Social Stigma---10: People are very sensitive about the whole “drinking their mouthwash” thing. The girl I was seeing at the time just couldn't get over it. Even if I went to the store and bought it with my own money she would harangue me for hours. Hey, I can understand your position, but try to understand mine. If they sold beer on Sunday I would never have even thought to drink mouthwash in the first place. We live in a deeply broken society and I am simply a product of it. The government, with it's acquiescence to the “moral authority” of the Church, made it inevitable that I would end up drinking mouthwash. It was a foregone conclusion. Anyway, that's what I told her but she wouldn't let it go.

Fear Factor---3/10: Much of alcoholism is tied up with the cycle of anxiety and relaxation that is inherent to the alcohol binge. A large part of your consciousness is tied up with how  relaxed you are feeling at the moment and whether or not you should be feeling better than you do. When the booze is at full tilt, you become calm and even-keeled enough to function, albeit in a confused and fool hardy manner. When you are in the middle of a dry spell, like at night or on Sunday morning, the soul crushing anxiety begins to take hold, and soon it is all you can do to keep yourself from shaking wildly. The obvious way to avoid this negative feedback loop is not drinking in the first place, but once it's started, the cycle can be very difficult and even dangerous to stop.

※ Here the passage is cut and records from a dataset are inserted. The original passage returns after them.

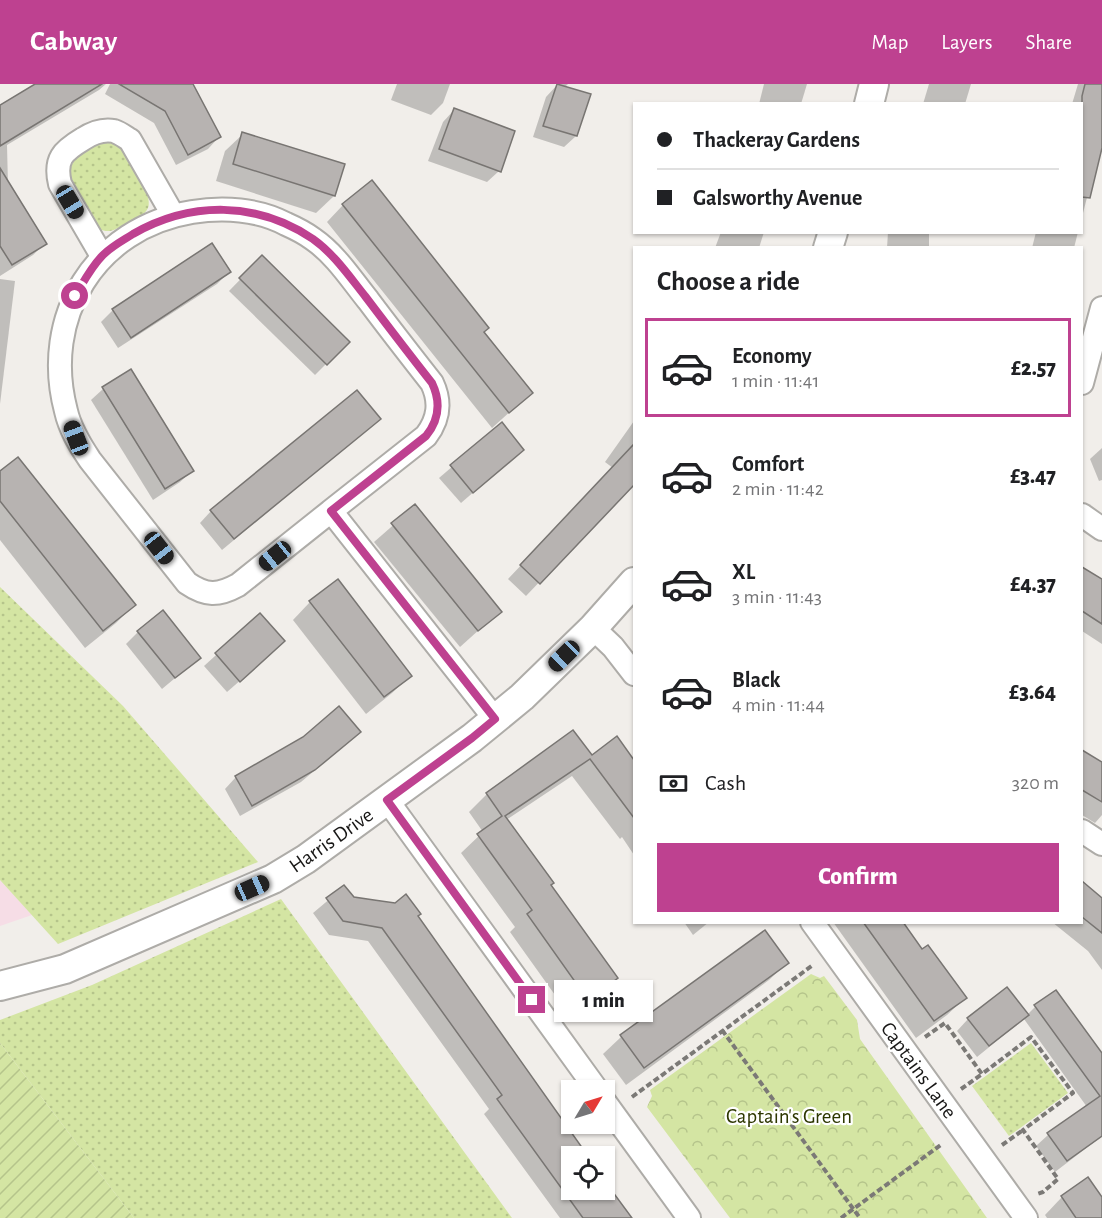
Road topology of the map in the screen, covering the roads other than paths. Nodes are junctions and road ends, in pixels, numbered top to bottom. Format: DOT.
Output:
graph roads {
  1 [pos="874,84"];
  2 [pos="870,102"];
  3 [pos="172,215"];
  4 [pos="102,256"];
  5 [pos="1102,308"];
  6 [pos="1083,379"];
  7 [pos="331,511"];
  8 [pos="1083,516"];
  9 [pos="1102,529"];
  10 [pos="633,583"];
  11 [pos="593,628"];
  12 [pos="633,673"];
  13 [pos="495,719"];
  14 [pos="387,800"];
  15 [pos="1083,832"];
  16 [pos="1102,844"];
  17 [pos="813,924"];
  18 [pos="0,986"];
  19 [pos="590,1080"];
  20 [pos="615,1116"];
  21 [pos="1021,1210"];
  22 [pos="689,1218"];
  1 -- 2 [label="street"];
  3 -- 4 [label="street"];
  3 -- 4 [label="street"];
  3 -- 7 [label="street"];
  4 -- 7 [label="street"];
  5 -- 6 [label="street"];
  7 -- 13 [label="street"];
  8 -- 9 [label="street"];
  10 -- 11 [label="street, Harris Drive"];
  11 -- 12 [label="street"];
  11 -- 13 [label="street, Harris Drive"];
  13 -- 14 [label="street, Harris Drive"];
  14 -- 18 [label="street, Harris Drive"];
  14 -- 19 [label="street"];
  15 -- 16 [label="street"];
  17 -- 21 [label="street, Captains Lane"];
  20 -- 22 [label="street"];
}
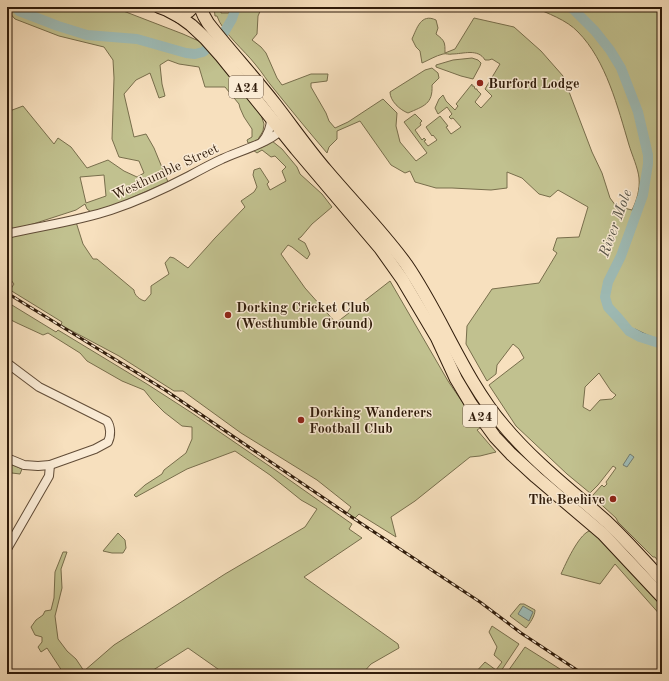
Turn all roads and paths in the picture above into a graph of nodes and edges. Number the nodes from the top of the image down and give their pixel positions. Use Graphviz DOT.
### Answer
graph roads {
  1 [pos="193,7"];
  2 [pos="200,7"];
  3 [pos="164,8"];
  4 [pos="180,17"];
  5 [pos="210,35"];
  6 [pos="226,53"];
  7 [pos="284,115"];
  8 [pos="271,118"];
  9 [pos="282,130"];
  10 [pos="272,138"];
  11 [pos="261,143"];
  12 [pos="296,149"];
  13 [pos="7,234"];
  14 [pos="7,363"];
  15 [pos="7,458"];
  16 [pos="50,465"];
  17 [pos="7,550"];
  18 [pos="662,580"];
  19 [pos="662,597"];
  1 -- 4 [label="highway"];
  2 -- 5 [label="highway, A24"];
  3 -- 4 [label="highway"];
  4 -- 5 [label="highway, A24"];
  5 -- 6 [label="highway, A24"];
  6 -- 7 [label="highway, A24"];
  6 -- 8 [label="highway, A24"];
  7 -- 9 [label="street"];
  7 -- 18 [label="highway, A24"];
  8 -- 9 [label="highway, A24"];
  8 -- 11 [label="street"];
  9 -- 10 [label="street, Westhumble Street"];
  9 -- 12 [label="highway, A24"];
  10 -- 11 [label="street, Westhumble Street"];
  10 -- 12 [label="street"];
  11 -- 13 [label="street, Westhumble Street"];
  12 -- 19 [label="highway, A24"];
  14 -- 16 [label="street"];
  15 -- 16 [label="street"];
  16 -- 17 [label="street"];
}
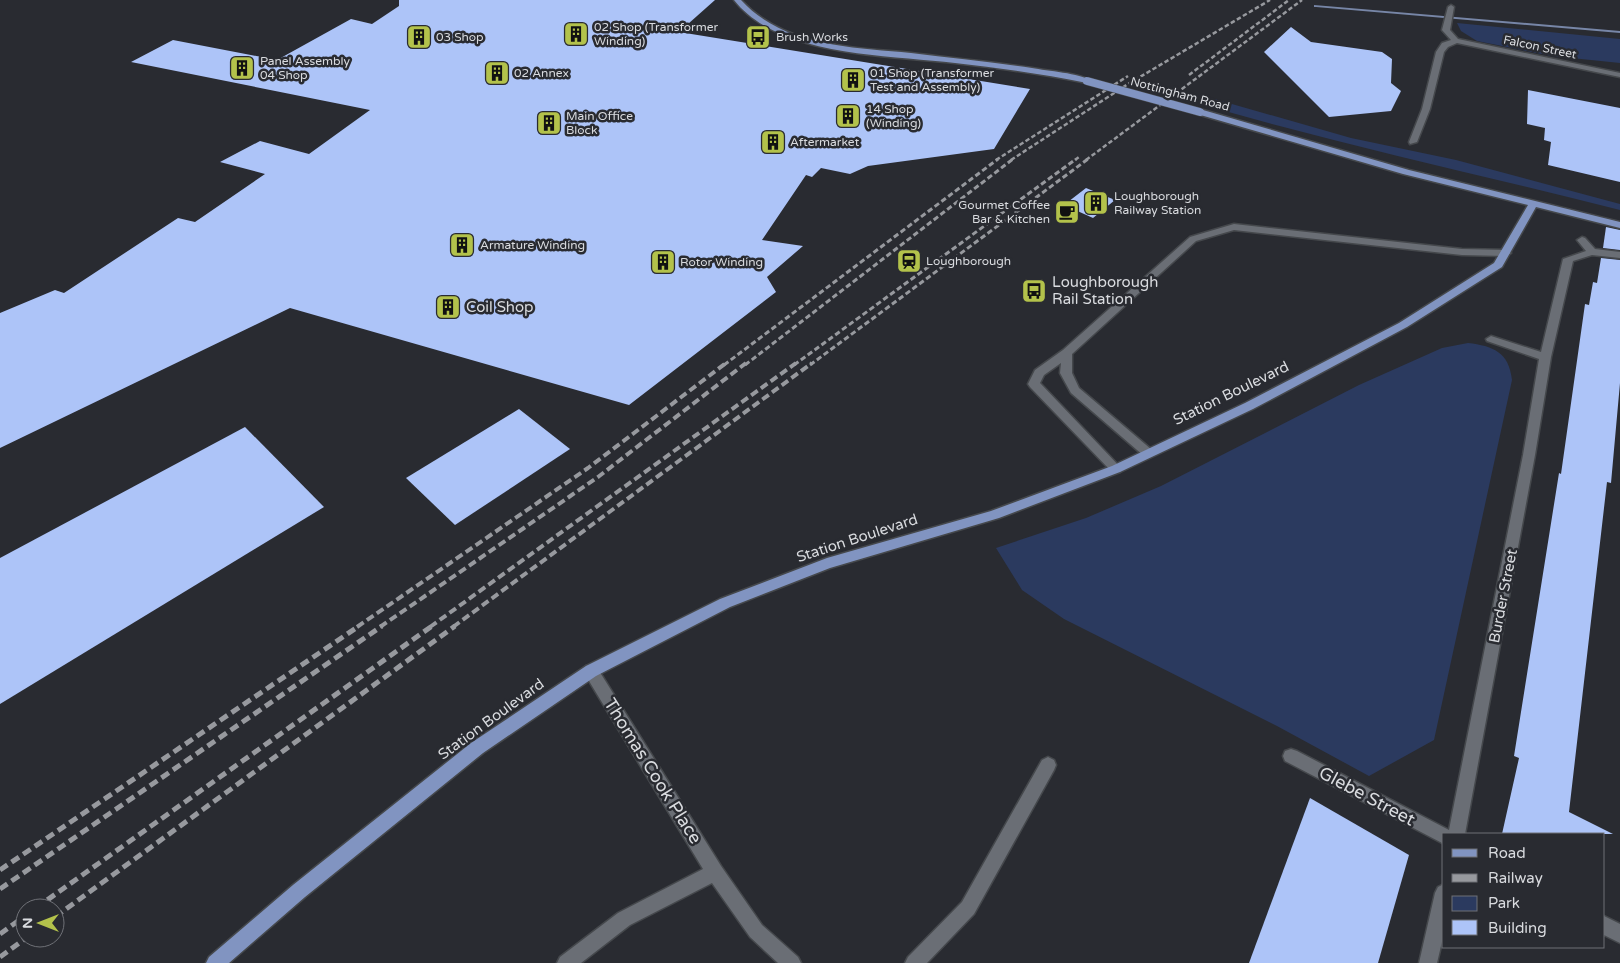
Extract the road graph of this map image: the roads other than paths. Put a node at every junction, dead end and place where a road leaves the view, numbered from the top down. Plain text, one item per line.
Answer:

Value of Psychedelic Insights Obtained---0: This one is a toss-up because in some ways the insights you obtain while drinking mouthwash are completely accurate. The problem is that they only pertain to the stupidity of drinking mouthwash and the fragility of human life. You wouldn't need those insights if you didn't drink mouthwash in the first place so they are of limited value. One side effect that's of some interest to the psychedelic warrior is that during the detox phase you experience vivid hallucinations and frighteningly realistic dreams. I can't say I obtained any valuable insights from them but they definitely constituted an “altered state of consciousness”. You will see the pink elephants my friends, and they will not amuse.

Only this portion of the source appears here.